■ WORK INSTRUCTIONS ■
The response must reproduce exactly every line of the material below holding the word "roads".

DATA FOR THE TASK section start

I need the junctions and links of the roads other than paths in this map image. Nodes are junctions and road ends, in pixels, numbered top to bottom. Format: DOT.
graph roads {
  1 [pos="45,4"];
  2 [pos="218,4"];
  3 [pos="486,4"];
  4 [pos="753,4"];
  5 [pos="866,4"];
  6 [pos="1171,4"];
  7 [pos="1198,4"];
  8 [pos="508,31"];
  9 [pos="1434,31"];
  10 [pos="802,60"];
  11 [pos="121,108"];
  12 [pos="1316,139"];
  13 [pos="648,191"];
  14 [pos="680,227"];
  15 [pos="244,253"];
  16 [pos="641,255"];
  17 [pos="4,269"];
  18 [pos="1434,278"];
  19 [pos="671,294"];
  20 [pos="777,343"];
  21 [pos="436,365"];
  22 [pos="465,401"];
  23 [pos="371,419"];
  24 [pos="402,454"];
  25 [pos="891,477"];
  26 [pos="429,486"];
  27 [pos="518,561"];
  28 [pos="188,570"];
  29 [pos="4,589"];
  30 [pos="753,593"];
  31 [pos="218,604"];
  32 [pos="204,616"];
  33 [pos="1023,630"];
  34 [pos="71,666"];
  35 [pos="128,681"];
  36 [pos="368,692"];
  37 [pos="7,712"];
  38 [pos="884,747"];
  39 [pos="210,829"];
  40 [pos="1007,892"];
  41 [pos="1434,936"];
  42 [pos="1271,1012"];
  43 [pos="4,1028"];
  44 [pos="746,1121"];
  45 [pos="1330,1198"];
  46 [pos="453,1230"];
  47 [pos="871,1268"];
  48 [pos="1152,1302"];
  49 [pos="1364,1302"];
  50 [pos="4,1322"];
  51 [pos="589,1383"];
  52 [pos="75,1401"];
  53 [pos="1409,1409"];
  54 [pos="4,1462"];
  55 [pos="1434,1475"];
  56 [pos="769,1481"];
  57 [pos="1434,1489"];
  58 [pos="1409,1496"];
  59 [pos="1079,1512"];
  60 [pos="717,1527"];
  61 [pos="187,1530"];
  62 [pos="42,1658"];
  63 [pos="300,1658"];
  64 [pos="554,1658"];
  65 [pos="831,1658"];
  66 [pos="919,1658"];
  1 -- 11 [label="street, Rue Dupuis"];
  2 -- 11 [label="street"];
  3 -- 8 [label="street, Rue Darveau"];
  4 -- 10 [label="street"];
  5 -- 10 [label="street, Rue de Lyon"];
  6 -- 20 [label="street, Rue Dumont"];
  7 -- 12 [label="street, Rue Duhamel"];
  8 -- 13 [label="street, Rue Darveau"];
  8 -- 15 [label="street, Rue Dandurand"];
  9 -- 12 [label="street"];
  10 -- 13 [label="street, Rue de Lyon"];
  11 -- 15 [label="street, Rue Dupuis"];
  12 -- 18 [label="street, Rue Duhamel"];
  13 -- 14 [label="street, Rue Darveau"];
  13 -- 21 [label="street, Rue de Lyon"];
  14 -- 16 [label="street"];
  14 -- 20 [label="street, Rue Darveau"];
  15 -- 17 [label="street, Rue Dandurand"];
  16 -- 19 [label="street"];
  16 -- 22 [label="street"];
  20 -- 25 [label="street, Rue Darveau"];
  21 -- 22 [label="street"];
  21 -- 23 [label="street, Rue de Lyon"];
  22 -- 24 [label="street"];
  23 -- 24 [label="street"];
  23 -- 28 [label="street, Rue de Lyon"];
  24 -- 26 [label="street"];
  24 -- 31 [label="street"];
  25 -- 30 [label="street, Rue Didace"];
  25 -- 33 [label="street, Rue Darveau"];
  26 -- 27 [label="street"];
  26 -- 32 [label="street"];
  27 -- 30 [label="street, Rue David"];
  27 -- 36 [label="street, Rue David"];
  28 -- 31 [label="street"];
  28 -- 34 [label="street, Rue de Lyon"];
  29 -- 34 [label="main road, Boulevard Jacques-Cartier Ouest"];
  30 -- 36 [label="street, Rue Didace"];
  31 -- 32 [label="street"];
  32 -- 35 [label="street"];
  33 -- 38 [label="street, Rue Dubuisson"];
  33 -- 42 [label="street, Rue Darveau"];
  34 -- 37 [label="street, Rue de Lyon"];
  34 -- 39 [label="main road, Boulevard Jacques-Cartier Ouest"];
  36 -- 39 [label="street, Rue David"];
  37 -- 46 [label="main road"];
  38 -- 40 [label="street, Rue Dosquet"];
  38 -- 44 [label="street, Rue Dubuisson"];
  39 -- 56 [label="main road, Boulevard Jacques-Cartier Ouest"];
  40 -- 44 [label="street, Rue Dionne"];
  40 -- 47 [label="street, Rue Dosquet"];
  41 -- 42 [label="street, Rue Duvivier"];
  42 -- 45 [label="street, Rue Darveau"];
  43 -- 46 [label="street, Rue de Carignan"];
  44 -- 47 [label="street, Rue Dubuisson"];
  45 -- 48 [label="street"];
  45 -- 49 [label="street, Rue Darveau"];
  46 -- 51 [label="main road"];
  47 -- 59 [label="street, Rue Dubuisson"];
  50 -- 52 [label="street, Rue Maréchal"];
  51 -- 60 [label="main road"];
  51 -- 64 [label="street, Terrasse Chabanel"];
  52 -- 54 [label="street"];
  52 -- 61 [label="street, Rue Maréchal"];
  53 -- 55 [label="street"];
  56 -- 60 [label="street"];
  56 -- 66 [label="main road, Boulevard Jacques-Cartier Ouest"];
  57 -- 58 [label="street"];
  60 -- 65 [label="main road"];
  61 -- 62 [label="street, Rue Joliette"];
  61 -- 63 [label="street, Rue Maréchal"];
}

DATA FOR THE TASK section end

■ EXERCISE SOLUTION ■
I need the junctions and links of the roads other than paths in this map image. Nodes are junctions and road ends, in pixels, numbered top to bottom. Format: DOT.
graph roads {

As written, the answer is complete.